Des sites de préservation et de sauvegarde des mangroves ont été identifiés comme le complexe Sassandra-Dagbebo. Dans cette zone, au regard de la situation qui fâche, Soukohi Serge, président de l’ONG « Afrique verte environnement » sensibilise les populations riveraines et procède à des séances de planting de palétuvier. Il est aidé dans sa tâche par la convention d’Abidjan qui est une convention de gestion du littoral allant de la Mauritanie jusqu’en Afrique du Sud. Elle couvre donc l’Afrique de l’ouest, l’Afrique centrale et l’Afrique Australe sur une longueur de plage de plus de 14000 km². Au niveau de l’Ipcao, la Convention d’Abidjan est chargée de la gestion de tous les aspects en relation avec la gestion durable des mangroves. « L’objectif global pour le projet est de 700 ha pour les trois pays membres du projet Ipcao. Mais comme il n’ya pas de mangroves au Cap vert, les 700 ha indicateurs de résultats ont été attribués à la Côte d’Ivoire et au Sénégal. Ce qui fait un objectif de 350 ha par pays. Sur les deux ans du projet, nous nous sommes fixés un objectif de 175 ha/an. Pour l’année 2020, les 175 ha ont été repartis comme suite : 5 ha pour la plantation, 25 ha pour la régénération naturelle assistée (Combler les parcelles endommagés) et 145 ha pour la mise en défens (création des aires marines protégées) », explique Dr Issola Yacoub, chargé du projet mangrove au niveau de la convention d’Abidjan.
Pour lui, les mangroves, à travers leur rôle de zone de frayeur et de nurserie, constituent les zones du début de cycle de développement de bon nombre de poissons, de mollusque, de crustacés et de crevette.
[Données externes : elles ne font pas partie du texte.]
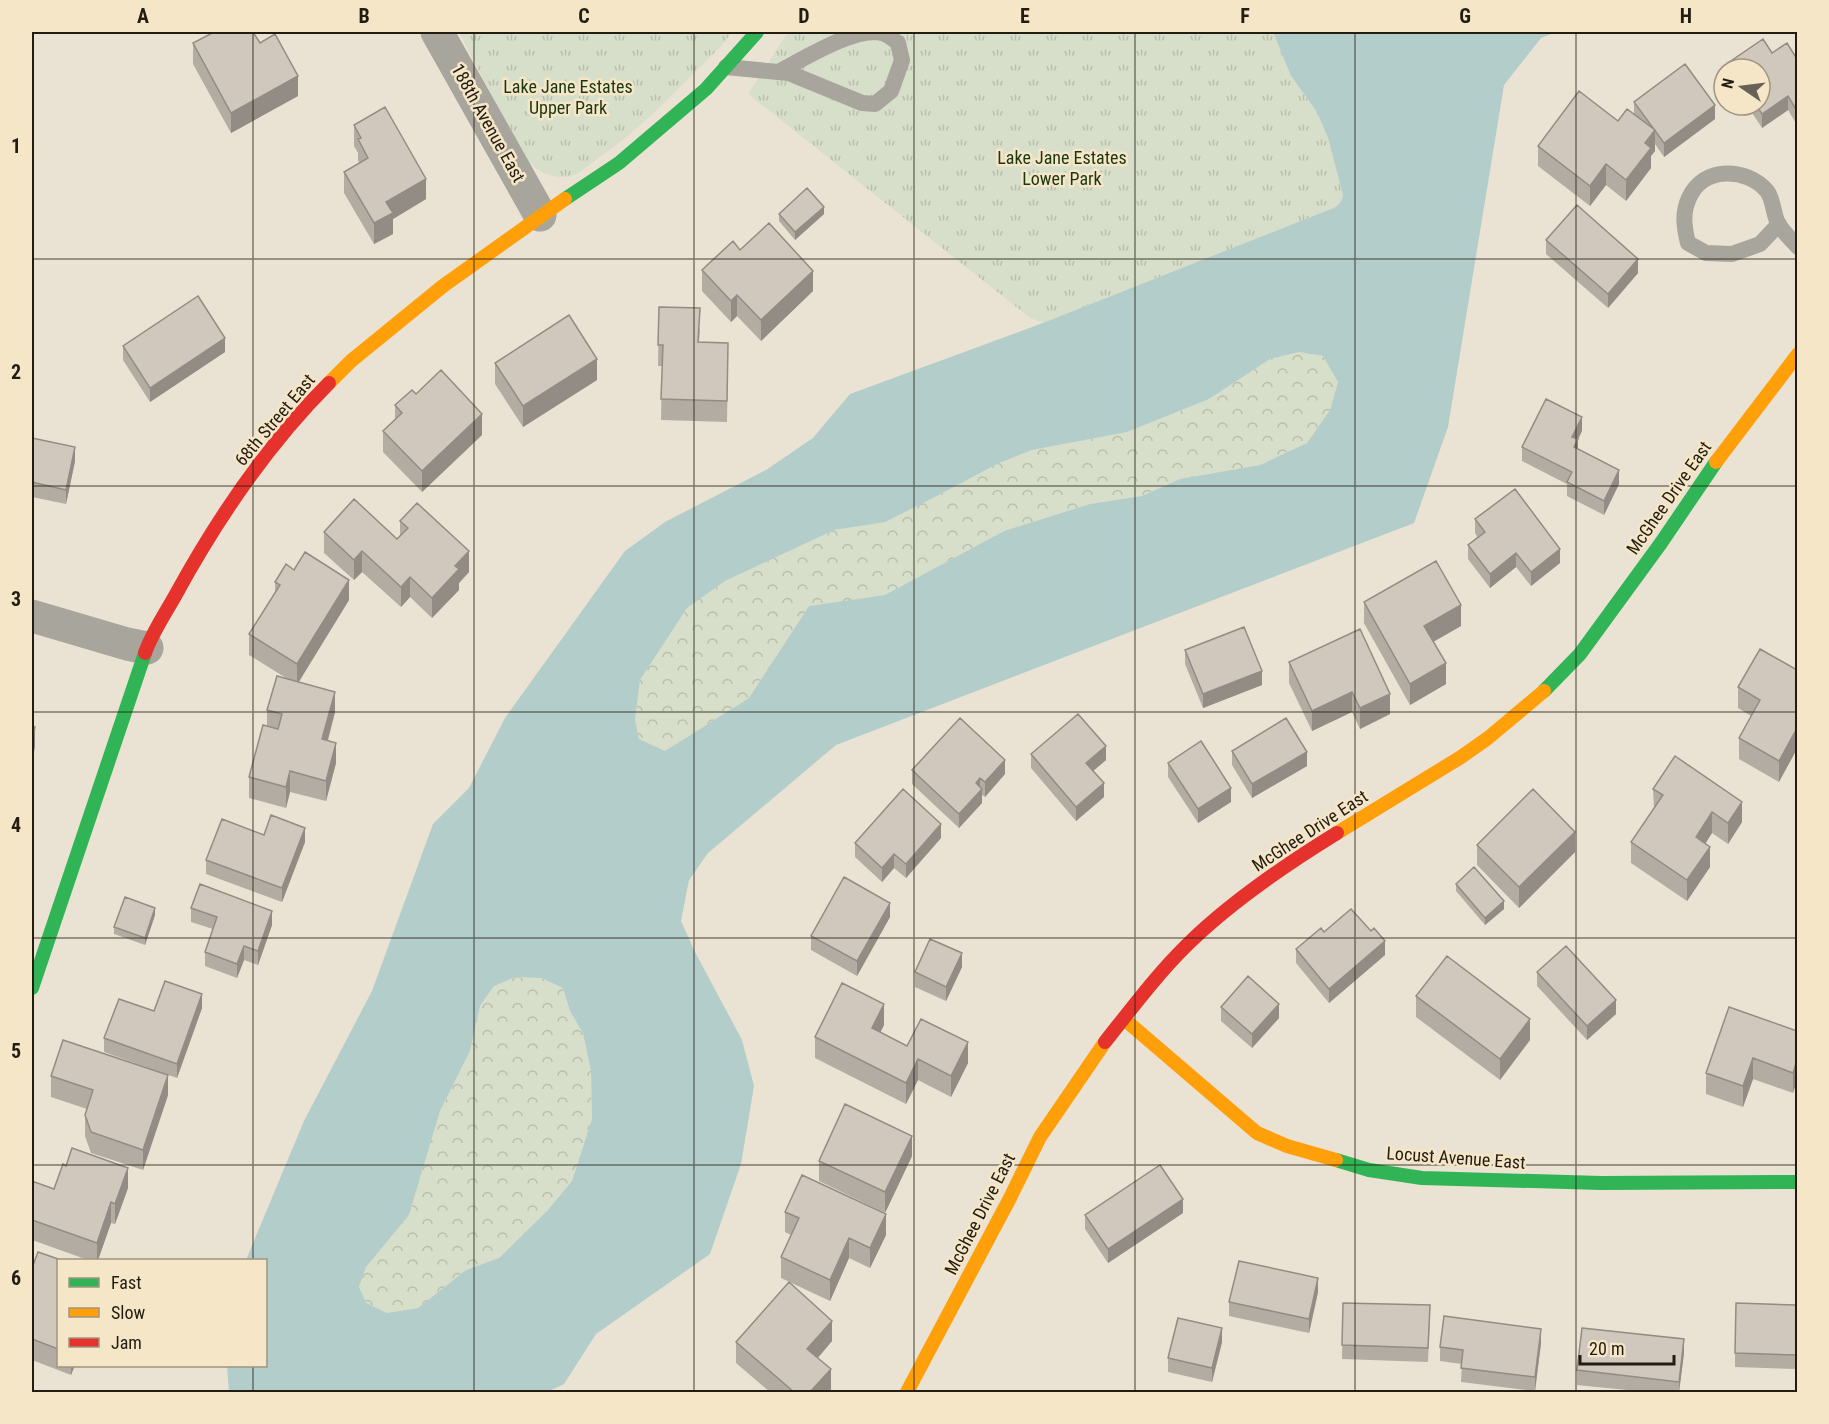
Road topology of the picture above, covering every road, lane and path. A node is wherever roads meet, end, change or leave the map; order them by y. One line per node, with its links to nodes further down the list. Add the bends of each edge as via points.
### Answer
1 (437, 32): 5 (street, 188th Avenue East)
2 (757, 32): 3 (street, 68th Street East)
3 (726, 67): 4 (lane); 5 (street, 68th Street East, via 706,89 619,163)
4 (778, 72): 4 (lane, via 862,103 875,104 891,91 903,60 898,43 883,33 868,32 839,41)
5 (540, 215): 10 (street, 68th Street East, via 443,286 351,361 310,402 219,519)
6 (1779, 224): 6 (lane, via 1768,192 1750,177 1726,172 1704,179 1689,196 1683,222 1688,243 1706,253 1732,254 1760,244); 7 (lane)
7 (1797, 247)
8 (1797, 354): 12 (street, McGhee Drive East, via 1723,451 1580,654 1546,689 1461,757 1329,838 1236,902 1189,943)
9 (32, 616): 10 (street)
10 (147, 648): 11 (street, 68th Street East)
11 (32, 988)
12 (1124, 1019): 13 (street, Locust Avenue East, via 1257,1133 1369,1170 1422,1178); 14 (street, McGhee Drive East, via 1040,1137)
13 (1797, 1182)
14 (908, 1392)

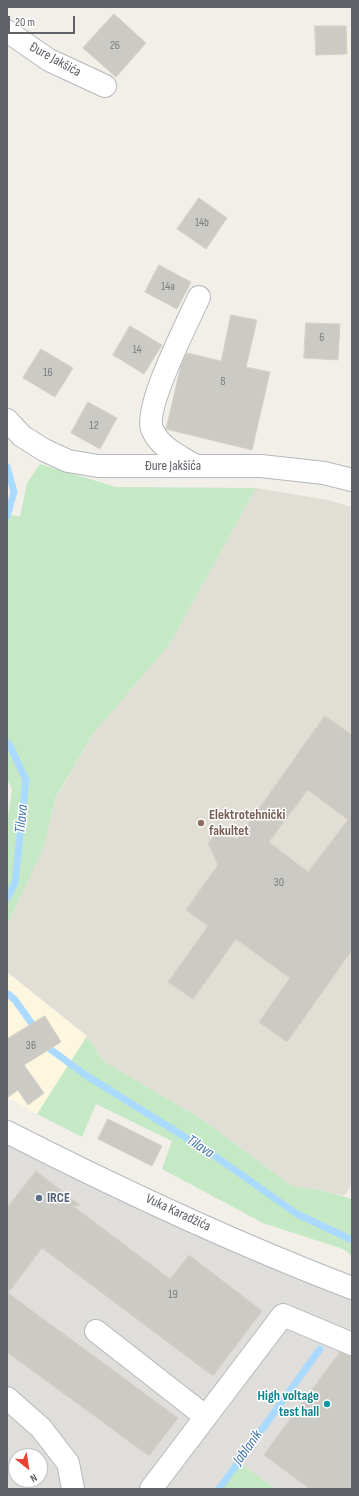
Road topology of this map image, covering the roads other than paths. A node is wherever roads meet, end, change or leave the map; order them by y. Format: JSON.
{"nodes":[{"id":1,"x":7,"y":31,"type":"edge"},
{"id":2,"x":105,"y":86,"type":"dead end"},
{"id":3,"x":199,"y":297,"type":"dead end"},
{"id":4,"x":7,"y":420,"type":"edge"},
{"id":5,"x":196,"y":466,"type":"junction"},
{"id":6,"x":352,"y":480,"type":"edge"},
{"id":7,"x":7,"y":1132,"type":"edge"},
{"id":8,"x":352,"y":1288,"type":"edge"},
{"id":9,"x":96,"y":1331,"type":"dead end"},
{"id":10,"x":352,"y":1344,"type":"edge"},
{"id":11,"x":7,"y":1398,"type":"edge"},
{"id":12,"x":206,"y":1417,"type":"junction"},
{"id":13,"x":73,"y":1489,"type":"edge"},
{"id":14,"x":151,"y":1489,"type":"edge"}],
"edges":[{"from":1,"to":2,"type":"street","name":"Đure Jakšića"},
{"from":3,"to":5,"type":"street"},
{"from":4,"to":5,"type":"street","name":"Đure Jakšića"},
{"from":5,"to":6,"type":"street","name":"Đure Jakšića"},
{"from":7,"to":8,"type":"street","name":"Vuka Karadžića"},
{"from":9,"to":12,"type":"street"},
{"from":10,"to":12,"type":"street"},
{"from":11,"to":13,"type":"street"},
{"from":12,"to":14,"type":"street"}]}
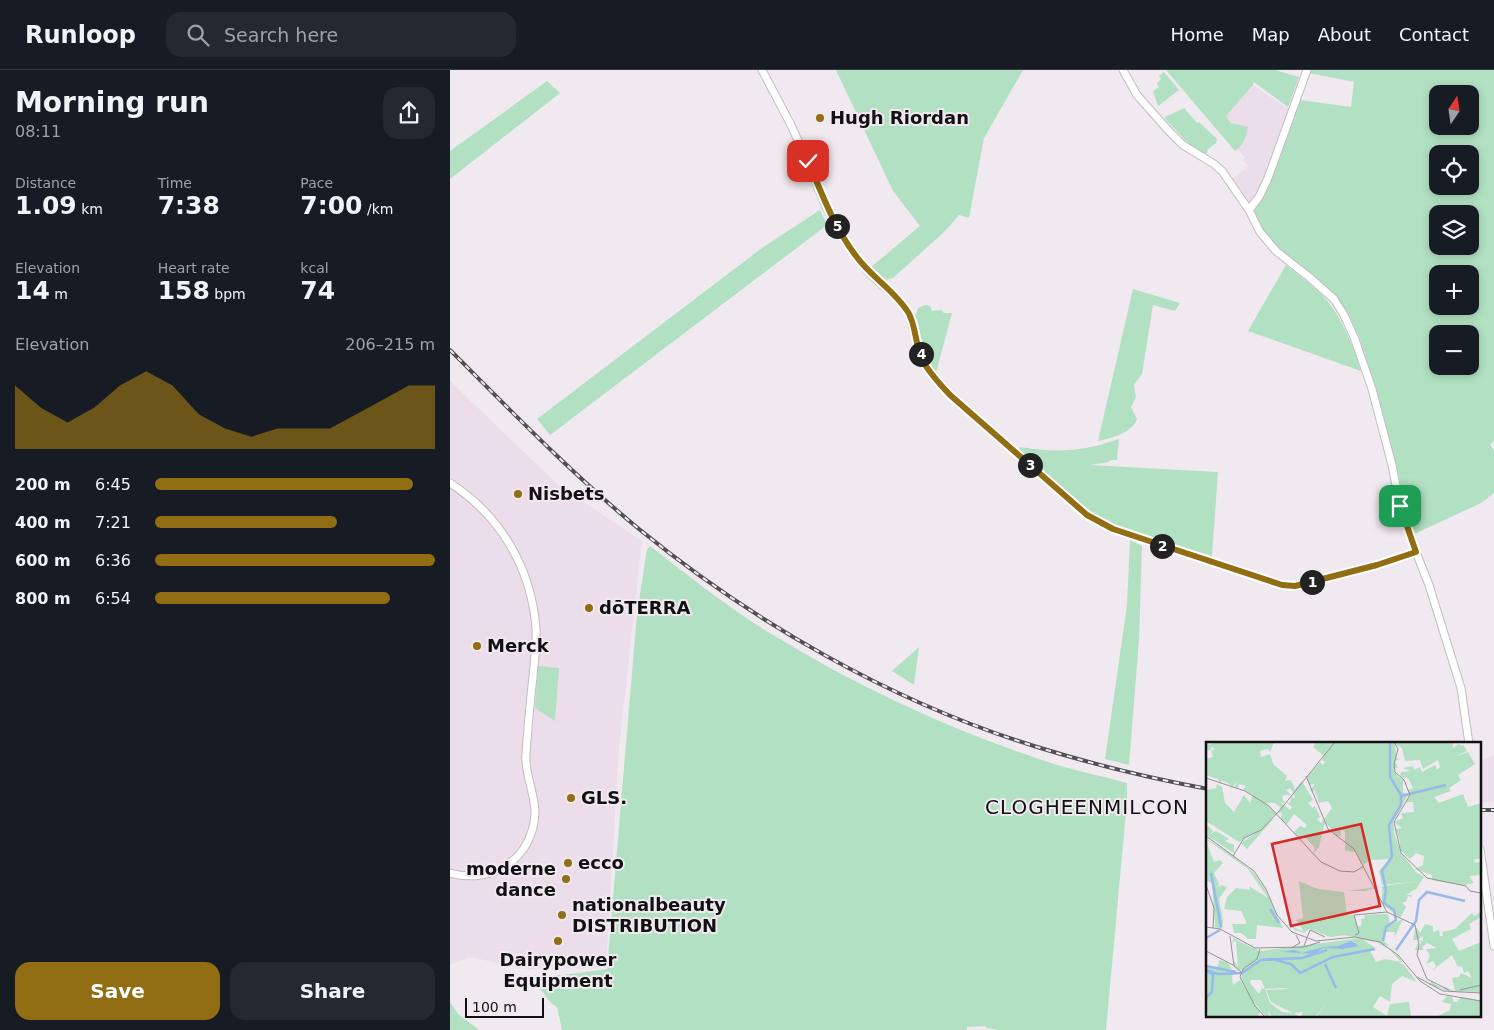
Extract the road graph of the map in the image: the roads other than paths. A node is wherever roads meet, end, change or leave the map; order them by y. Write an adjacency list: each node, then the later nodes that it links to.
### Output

Donc, en restaurant ces écosystèmes, c’est contribuer ainsi à reconstituer les stocks de poissons et à faire en sorte que les communautés riveraines puissent bénéficier d’une bonne pêche et résoudre ainsi un certain nombre de problèmes liés l’emploi, à l’exode rurale et permettre une cohésion sociale au niveau des différentes communautés.
La sauvegarde des mangroves demeure une nécessité selon le corps préfectoral de la région, qui a encouragé dorénavant les femmes transformatrices qui ont développé d’autres systèmes de foyers améliorés pour fumer le poisson, telle que Aka Rosine, qui exerce l’activité depuis près de 20 ans. « Nous n’avons pas d’usine, donc c’est de la pêche que nous vivons. Il ya des revenus importants lorsqu’il y a du poisson. Ce qui nous permet de nous occuper de nos familles depuis des années ». Elle déplore cependant le faible approvisionnement du marché local, car la grande partie des poissons sortent du pays. « Des consortiums viennent l’acheter pour aller revendre dans d’autres pays principalement au Ghana », ajoute-t-elle.
La destruction des mangroves pourrait avoir un impact sur le revenu de mareyeuses et freiner leur autonomisation. Allusion faite à Fouali Lou Pauline qui couvre les besoins de sa famille et scolarise ses enfants grâce à cette activité. Son premier amour perdu, elle s’est attachée à un deuxième qui est l’activité de la pêche qu’elle pratique depuis plus de 10 ans.